Participating in the competition - if only a gesture just as the country was beginning to undertake radical transformations to make access to sports a right of the people – made clear the new, noble desire to fraternize with all countries on the continent.
Beyond placing eighth among the 25 nations participating, what was most important was the overwhelmingly friendly spirit that prevailed. Over the years, continued U.S. attempts to destroy the Revolution, especially the brutal blockade more recently tightened, intensified the animosity that prevented any interaction between the two countries.
After the 1959 Pan American Games, no Cuban sports team entered the country until August 1975, when Cuba won the North, Central American and Caribbean Volleyball Championships in Los Angeles, both the men’s and women’s.
Years before in 1966, Cuba faced a hostile situation during the Central American-Caribbean Games in Puerto Rico, when U.S. authorities on the sister island maneuvered to prevent our participation. Our athletes responded, making a daring voyage on the Cerro Pelado to arrive and compete.
I do not intend to recount, one by one, the number of events in different disciplines planned with the United States that have been cancelled, the annulled agreements, the refusals of visas to delegations that should have competed on different occasions in that nation, on the basis of rights granted by the International Olympic Committee (IOC). It would be a long list of crass, ruthless, and petty moves by a giant country against a small neighbor.

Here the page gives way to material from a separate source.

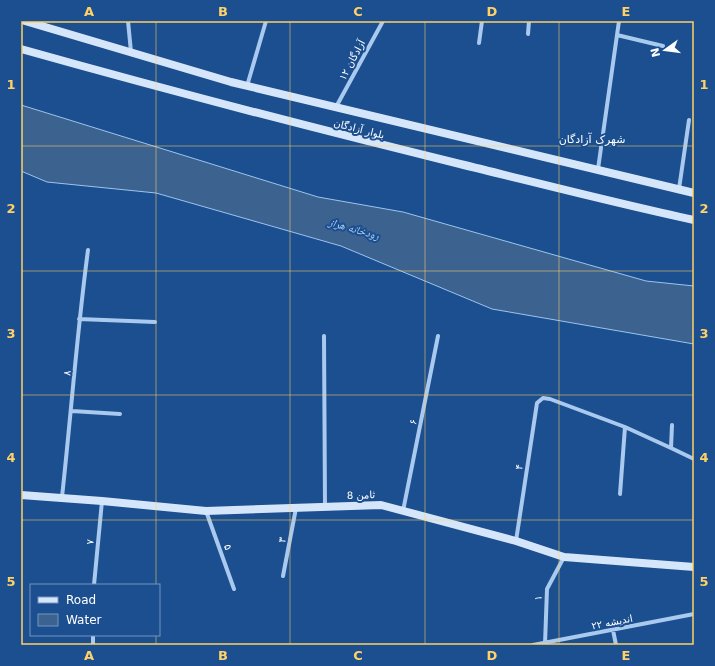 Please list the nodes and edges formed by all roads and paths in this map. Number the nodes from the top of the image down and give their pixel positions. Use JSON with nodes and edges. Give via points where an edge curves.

The current U.S. administration has reinforced the blockade, knowing that Cuba is struggling in a difficult financial situation and confronting the pandemic. This siege also harms sports.

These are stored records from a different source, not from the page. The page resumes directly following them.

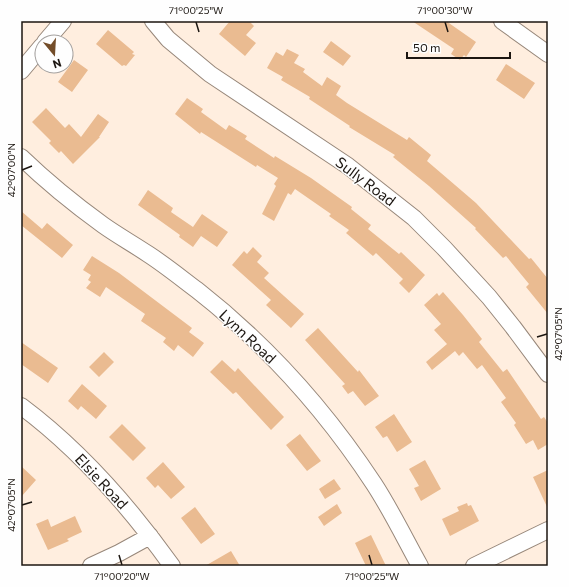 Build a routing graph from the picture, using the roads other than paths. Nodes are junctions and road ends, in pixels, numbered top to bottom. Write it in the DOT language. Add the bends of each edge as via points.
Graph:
graph roads {
  1 [pos="63,21"];
  2 [pos="153,21"];
  3 [pos="502,21"];
  4 [pos="52,34"];
  5 [pos="548,54"];
  6 [pos="34,56"];
  7 [pos="21,71"];
  8 [pos="21,157"];
  9 [pos="548,374"];
  10 [pos="21,406"];
  11 [pos="548,530"];
  12 [pos="150,536"];
  13 [pos="91,566"];
  14 [pos="172,566"];
  15 [pos="420,566"];
  16 [pos="474,566"];
  1 -- 4 [label="street"];
  2 -- 9 [label="street, Sully Road" via="168,38 210,74 348,166 414,218 485,292"];
  3 -- 5 [label="street"];
  6 -- 7 [label="street"];
  8 -- 15 [label="street, Lynn Road" via="43,178 104,225 197,290 273,358 326,419 358,461"];
  10 -- 12 [label="street, Elsie Road" via="69,446 111,488"];
  11 -- 16 [label="street"];
  12 -- 13 [label="street"];
  12 -- 14 [label="street, Elsie Road"];
}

Today we can ask ourselves: How much more could Cuban sports have accomplished with the nearly ten million dollars that the blockade has cost us, according to an analysis by the Institute of Sports, Physical Education and Recreation (Inder) in 2019?

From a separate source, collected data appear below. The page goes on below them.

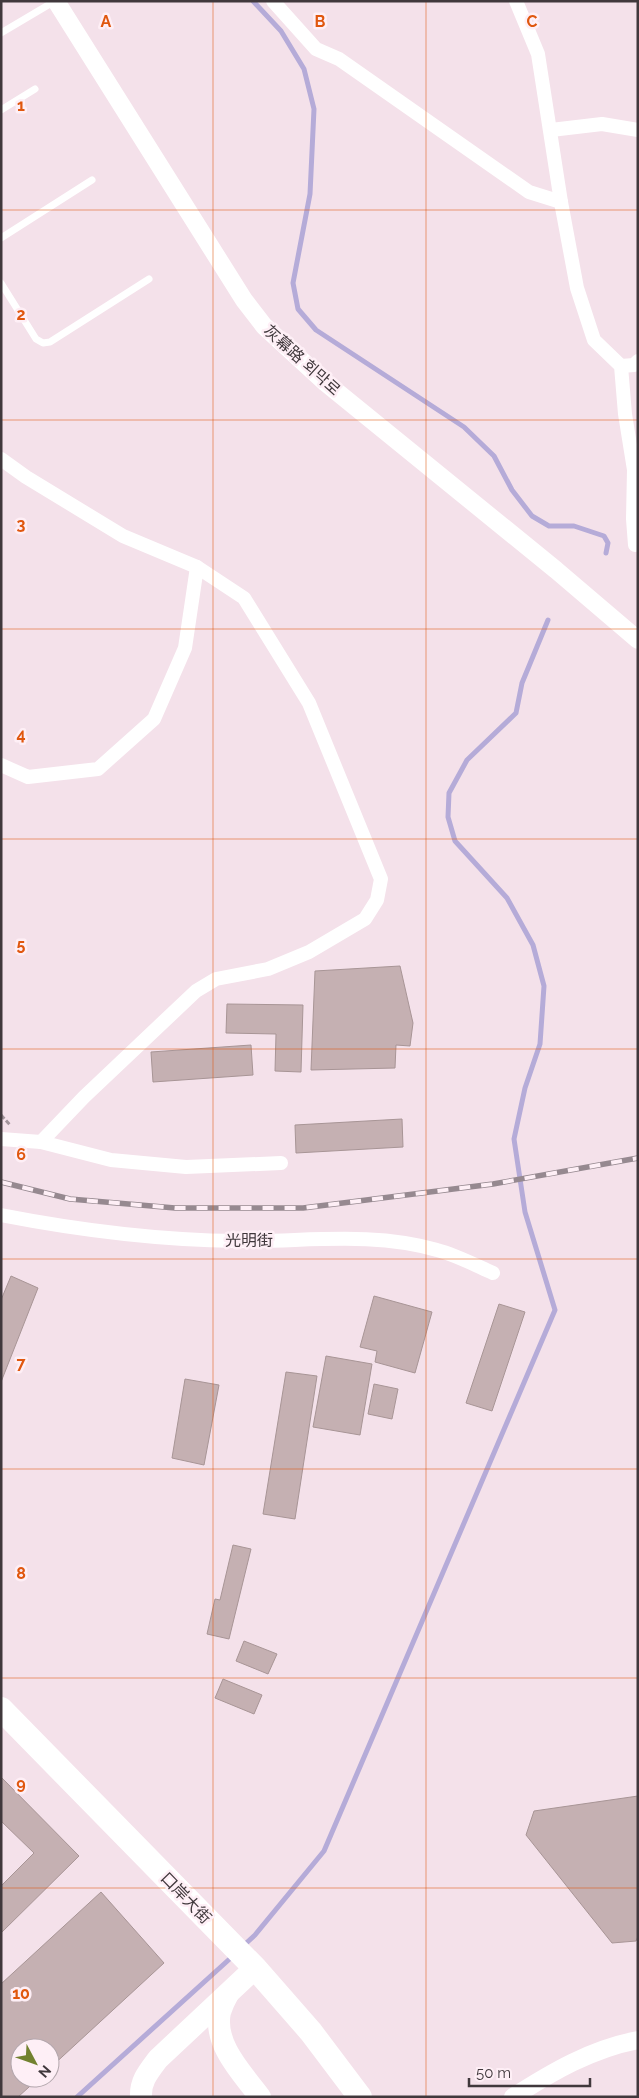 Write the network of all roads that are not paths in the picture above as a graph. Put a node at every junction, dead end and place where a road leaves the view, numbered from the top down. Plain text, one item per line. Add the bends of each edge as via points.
1 (55, 1) edge
2 (273, 1) edge
3 (516, 1) edge
4 (1, 33) edge
5 (34, 89) dead end
6 (1, 110) edge
7 (551, 130) junction
8 (638, 130) edge
9 (92, 180) dead end
10 (561, 202) junction
11 (1, 238) edge
12 (149, 279) dead end
13 (1, 283) edge
14 (638, 361) edge
15 (621, 366) junction
16 (1, 459) edge
17 (638, 543) edge
18 (197, 567) junction
19 (631, 624) edge
20 (638, 640) edge
21 (1, 765) edge
22 (1, 1139) edge
23 (41, 1142) junction
24 (281, 1162) dead end
25 (1, 1215) edge
26 (493, 1273) dead end
27 (1, 1709) edge
28 (244, 1956) junction
29 (228, 1993) junction
30 (638, 2040) edge
31 (141, 2097) edge
32 (260, 2097) edge
33 (360, 2097) edge
34 (512, 2097) edge

1 - 4 lane
1 - 19 street, 灰幕路 회막로 via 244,300 264,326 326,383
2 - 10 street via 316,50 339,58 528,192
3 - 7 street via 538,54
5 - 6 lane
7 - 8 street via 602,124
7 - 10 street
9 - 11 lane
10 - 15 street via 577,288 594,340
12 - 13 lane via 50,342 43,343 36,339
14 - 15 street via 634,365
15 - 17 street via 634,470 635,545
16 - 18 street via 123,536
18 - 21 street via 185,648 154,719 98,769 28,777
18 - 23 street via 244,598 309,703 381,879 377,900 365,920 309,952 268,969 216,979 196,991
19 - 20 street, 灰幕路 회막로
22 - 23 street
23 - 24 street via 111,1160 177,1166
25 - 26 street, 光明街 via 57,1226 219,1240 314,1238 394,1241 438,1250
27 - 28 highway, 口岸大街
28 - 29 main road
28 - 33 highway, 口岸大街 via 311,2032
29 - 31 main road via 158,2059 146,2074
29 - 32 main road via 220,2012 222,2041
30 - 34 street via 599,2050 561,2067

The impossibility of accessing essential resources for the training of target shooters, obliged the country to increase their stays abroad. Nine were organized between March 2019 and March 2020, involving an expenditure of more than 94,000 dollars.
It has been impossible to purchase boats and paddles for rowers preparing for the Tokyo Olympic Games from suppliers in Italy, since this equipment contains U.S. made components that, according to blockade regulations, prevents their shipment to Cuba. The only option would be to receive them directly in Japan, implying increased freight and handling costs, plus a short adaptation time for the athletes.
Access to supplies and reagents, required by Cuba’s National Anti-Doping Brigade, involves spending between 30 and 40% above their price on the international market, because it is impossible to buy them from U.S. companies or their subsidiaries in third countries.
The obligation to acquire monoclonal antibodies required for the determination of Erythropoietin (R&D Systems) in Europe, meant paying 107.37% more than their cost in the United States, inaccessible to Cuba.
The fact that we cannot obtain state-of-the-art technology from U.S. firms puts the Anti-Doping Laboratory in Havana at a disadvantage in relation to other similar institutions, which are not obliged to face the expenses generated by moving these procedures to other continents.
Due toU.S. persecution of banks that attempt to transfer funds to Cuba, our Anti-Doping Lab is deprived of income for services rendered to international anti-doping organizations.
Not even the nobility of projects like cancer research escape the extraterritoriality of the blockade. For this reason, the annual race held in our country in support of this work, which generated income on the order of 16,489 dollars, no longer has international sponsorship.
Academic and scientific exchanges between Cuba and the United States are now almost non-existent, and at the same time it is more expensive for the island to import equipment from that country that would contribute to our sports and research centers.
There are innumerable reasons that justify Cuba's demand for an end to the genocidal economic, commercial and financial blockade of the United States, outlined in the Inder report on damages it has caused sports in our country.